Your assignment: Return only the line containing "Digitize the connectivity" and each line after it, exactly as written, through the end of the records.

(Saved entries)
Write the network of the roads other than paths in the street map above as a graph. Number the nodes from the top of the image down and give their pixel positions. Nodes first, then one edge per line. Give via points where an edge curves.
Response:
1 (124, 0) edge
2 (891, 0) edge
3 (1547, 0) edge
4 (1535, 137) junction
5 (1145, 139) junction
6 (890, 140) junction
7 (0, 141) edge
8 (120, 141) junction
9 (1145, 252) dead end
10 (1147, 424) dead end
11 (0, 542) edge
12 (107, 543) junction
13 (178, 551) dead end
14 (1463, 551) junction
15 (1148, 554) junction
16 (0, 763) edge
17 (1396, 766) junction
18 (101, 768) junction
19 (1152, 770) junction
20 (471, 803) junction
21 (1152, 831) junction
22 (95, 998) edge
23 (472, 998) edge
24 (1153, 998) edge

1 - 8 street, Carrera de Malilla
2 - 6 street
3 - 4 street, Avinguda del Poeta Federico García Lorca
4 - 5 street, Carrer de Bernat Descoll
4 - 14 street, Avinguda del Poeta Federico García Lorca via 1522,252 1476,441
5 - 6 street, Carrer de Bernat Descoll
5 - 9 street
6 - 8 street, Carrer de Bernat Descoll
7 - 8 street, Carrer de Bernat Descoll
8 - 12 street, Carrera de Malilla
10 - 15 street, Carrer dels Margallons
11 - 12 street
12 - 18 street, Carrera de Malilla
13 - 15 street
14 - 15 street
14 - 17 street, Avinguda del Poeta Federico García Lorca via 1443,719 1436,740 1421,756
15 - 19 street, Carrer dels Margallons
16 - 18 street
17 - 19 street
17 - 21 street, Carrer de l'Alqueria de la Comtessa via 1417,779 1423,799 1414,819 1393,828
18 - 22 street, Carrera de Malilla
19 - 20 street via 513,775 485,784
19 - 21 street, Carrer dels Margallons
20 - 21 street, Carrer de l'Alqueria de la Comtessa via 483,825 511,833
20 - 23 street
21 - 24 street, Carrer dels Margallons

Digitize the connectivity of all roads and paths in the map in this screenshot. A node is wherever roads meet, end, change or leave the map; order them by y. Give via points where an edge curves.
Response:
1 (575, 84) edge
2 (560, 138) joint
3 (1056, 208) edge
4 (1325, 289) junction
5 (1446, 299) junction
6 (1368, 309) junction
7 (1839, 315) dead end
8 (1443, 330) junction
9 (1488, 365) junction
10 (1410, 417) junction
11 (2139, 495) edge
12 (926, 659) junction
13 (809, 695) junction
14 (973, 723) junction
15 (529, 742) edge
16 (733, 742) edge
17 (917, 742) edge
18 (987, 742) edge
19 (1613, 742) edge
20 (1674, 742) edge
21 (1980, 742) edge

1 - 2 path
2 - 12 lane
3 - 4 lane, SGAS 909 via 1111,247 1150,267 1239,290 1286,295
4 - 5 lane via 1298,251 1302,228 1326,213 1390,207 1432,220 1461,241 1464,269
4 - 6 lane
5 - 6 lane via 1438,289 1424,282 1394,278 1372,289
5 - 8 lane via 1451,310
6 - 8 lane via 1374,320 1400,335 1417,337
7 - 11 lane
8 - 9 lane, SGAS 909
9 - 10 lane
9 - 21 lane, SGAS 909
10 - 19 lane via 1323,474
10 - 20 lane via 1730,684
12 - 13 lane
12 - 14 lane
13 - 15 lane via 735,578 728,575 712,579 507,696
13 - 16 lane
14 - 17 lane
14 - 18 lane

Answer for the task:
Digitize the connectivity of all roads and paths in the map in this screenshot. A node is wherever roads meet, end, change or leave the map; order them by y. Give via points where an edge curves.
Response:
1 (575, 84) edge
2 (560, 138) joint
3 (1056, 208) edge
4 (1325, 289) junction
5 (1446, 299) junction
6 (1368, 309) junction
7 (1839, 315) dead end
8 (1443, 330) junction
9 (1488, 365) junction
10 (1410, 417) junction
11 (2139, 495) edge
12 (926, 659) junction
13 (809, 695) junction
14 (973, 723) junction
15 (529, 742) edge
16 (733, 742) edge
17 (917, 742) edge
18 (987, 742) edge
19 (1613, 742) edge
20 (1674, 742) edge
21 (1980, 742) edge

1 - 2 path
2 - 12 lane
3 - 4 lane, SGAS 909 via 1111,247 1150,267 1239,290 1286,295
4 - 5 lane via 1298,251 1302,228 1326,213 1390,207 1432,220 1461,241 1464,269
4 - 6 lane
5 - 6 lane via 1438,289 1424,282 1394,278 1372,289
5 - 8 lane via 1451,310
6 - 8 lane via 1374,320 1400,335 1417,337
7 - 11 lane
8 - 9 lane, SGAS 909
9 - 10 lane
9 - 21 lane, SGAS 909
10 - 19 lane via 1323,474
10 - 20 lane via 1730,684
12 - 13 lane
12 - 14 lane
13 - 15 lane via 735,578 728,575 712,579 507,696
13 - 16 lane
14 - 17 lane
14 - 18 lane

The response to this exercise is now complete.